Incoming Blue Ridge Parkway Superintendent J.D. Lee was pleased by the turnout, pointing to the thoughtful discussions breaking out between NPS staff and the public around the different posters. “They say it takes a village to raise a child, but it also takes communities to raise a parkway,” he said. “Communication and involvement with the public are crucial, because we understand that we can’t do this alone.”
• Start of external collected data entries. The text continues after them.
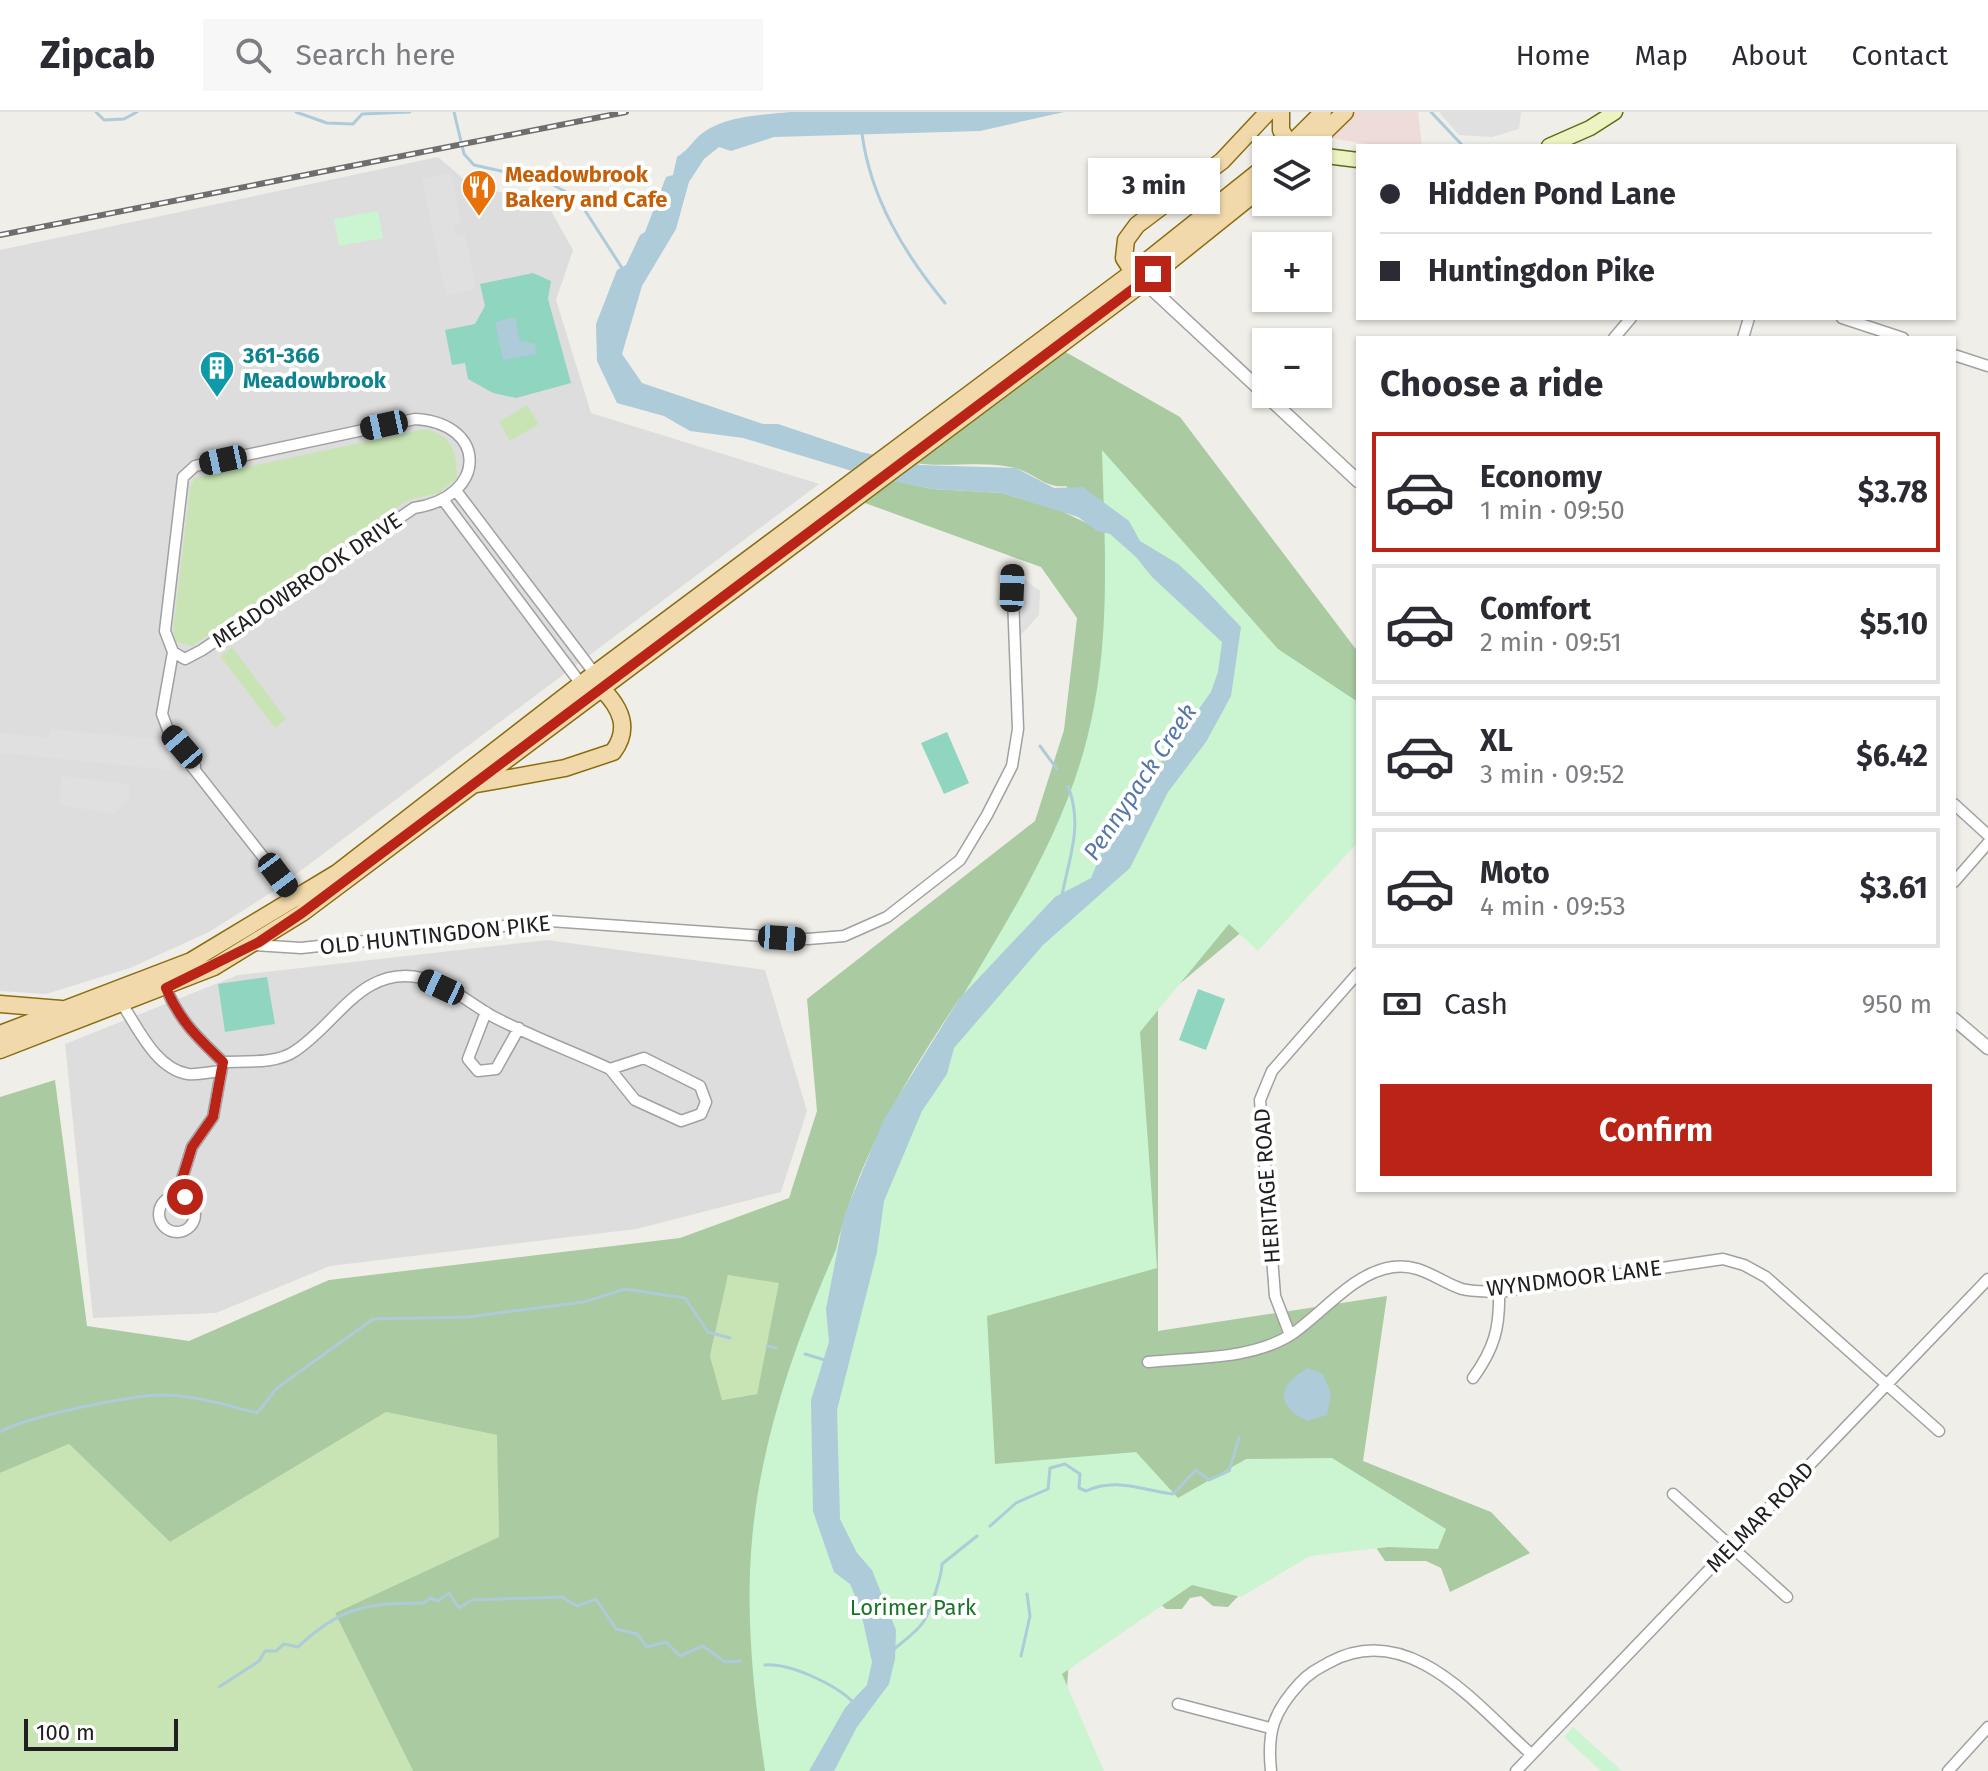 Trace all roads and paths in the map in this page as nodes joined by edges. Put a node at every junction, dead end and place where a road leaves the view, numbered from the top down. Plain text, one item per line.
1 (1268, 112) edge
2 (1281, 112) edge
3 (1323, 112) edge
4 (1345, 112) edge
5 (1615, 112) edge
6 (1283, 136) edge
7 (1305, 136) edge
8 (1313, 136) edge
9 (1554, 144) edge
10 (1332, 157) edge
11 (1356, 160) edge
12 (1252, 178) edge
13 (1252, 194) edge
14 (1138, 277) junction
15 (1629, 320) edge
16 (1848, 320) edge
17 (1064, 331) junction
18 (1616, 336) edge
19 (1897, 336) edge
20 (1956, 356) edge
21 (1988, 366) edge
22 (1356, 479) edge
23 (457, 492) junction
24 (444, 501) junction
25 (1012, 571) dead end
26 (173, 652) junction
27 (599, 681) junction
28 (581, 684) junction
29 (475, 784) junction
30 (1956, 806) edge
31 (1988, 835) edge
32 (1988, 843) edge
33 (1956, 880) edge
34 (297, 900) junction
35 (254, 945) junction
36 (1356, 975) edge
37 (166, 988) junction
38 (0, 1004) edge
39 (122, 1004) junction
40 (66, 1010) junction
41 (486, 1012) junction
42 (1956, 1021) edge
43 (519, 1028) junction
44 (0, 1034) edge
45 (1988, 1048) edge
46 (0, 1050) edge
47 (222, 1066) junction
48 (610, 1069) junction
49 (177, 1195) dead end
50 (1988, 1279) edge
51 (1499, 1292) junction
52 (1290, 1335) junction
53 (1148, 1362) dead end
54 (1473, 1378) dead end
55 (1888, 1384) junction
56 (1939, 1431) dead end
57 (1673, 1494) dead end
58 (1730, 1547) junction
59 (1787, 1597) dead end
60 (1178, 1704) dead end
61 (1988, 1727) edge
62 (1270, 1728) junction
63 (1531, 1754) junction
64 (1271, 1771) edge
65 (1516, 1771) edge
66 (1948, 1771) edge

1 - 14 main road
2 - 6 main road
3 - 7 main road
4 - 8 main road
5 - 9 main road
10 - 11 main road
12 - 14 main road
13 - 14 main road
14 - 17 main road
14 - 22 street
15 - 18 street
16 - 19 street
17 - 27 main road
17 - 27 main road
20 - 21 street
23 - 24 street, MEADOWBROOK DRIVE
23 - 26 street
23 - 27 street
24 - 26 street, MEADOWBROOK DRIVE
24 - 28 street
25 - 35 street, OLD HUNTINGDON PIKE
26 - 34 street
27 - 28 main road
27 - 29 main road
27 - 29 main road
28 - 34 main road
29 - 35 main road
30 - 31 street
32 - 33 street
34 - 40 main road
35 - 37 main road
36 - 52 street, HERITAGE ROAD
37 - 39 main road
37 - 47 street
38 - 40 main road
39 - 46 main road
39 - 47 street
40 - 44 main road
41 - 43 street
41 - 43 street
41 - 47 street
42 - 45 street
43 - 48 street
47 - 49 street
48 - 48 street
50 - 55 street, MELMAR ROAD
51 - 52 street, WYNDMOOR LANE
51 - 54 street
51 - 55 street, WYNDMOOR LANE
52 - 53 street, WYNDMOOR LANE
55 - 56 street, WYNDMOOR LANE
55 - 58 street, MELMAR ROAD
57 - 58 street
58 - 59 street
58 - 63 street, MELMAR ROAD
60 - 62 street
61 - 66 street
62 - 63 street
62 - 64 street
63 - 65 street, MELMAR ROAD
Those in attendance expressed a strong priority for preservation, as indicated by the rainbow of dots peppering the theme’s poster. Protection of threatened natural communities, drinking water supplies and the rare spruce-fir forest attracted the greatest interest, along with collaborative efforts to control invasive species. Attendees were less enthusiastic about the themes of economic development and tourism, while education and recreation fell somewhere in between.
Asheville resident Danny Bernstein, a hike leader for the Carolina Mountain Club, placed several of her dots on the recreation poster to highlight the need for a balance of frontcountry and backcountry experiences in the park expansion. Noting that a new piece of the Mountains-to-Sea Trail was completed in the Waterrock Knob area in 2016, she said that the park could lead efforts to make that trail friendlier to thru-hikers.
“There aren’t shelters and campgrounds on the Mountains-to-Sea trail for people to hike it the same way they hike the Appalachian Trail,” Bernstein said. “Logistically, it’s very difficult to do legally, and the logistical nightmare starts when you hit the parkway.”
The feedback from the Waynesville open forum will help parkway staff and Equinox consultants further refine the collaborative vision plan. Additional comments will also be accepted through the NPS’s Planning, Environment & Public Comment website through Feb. 25. “We’re here to listen and process what’s being told to us so the plan is developed by both stakeholders and the public,” says Williams. Once the plan is finalized, the parkway will begin establishing more concrete arrangements for implementation and stakeholder partnerships.
Throughout the entire process, parkway staff and the Blue Ridge Parkway Foundation hope to maintain the spirit of collaboration on display at the Waynesville event. “There are a lot of local and regional partners with a vested stake in the future of the Waterrock Knob region, not just for NPS lands but adjacent lands as well,” says Ward. “This planning process gives us the chance to talk with the public about how to use the land lightly.”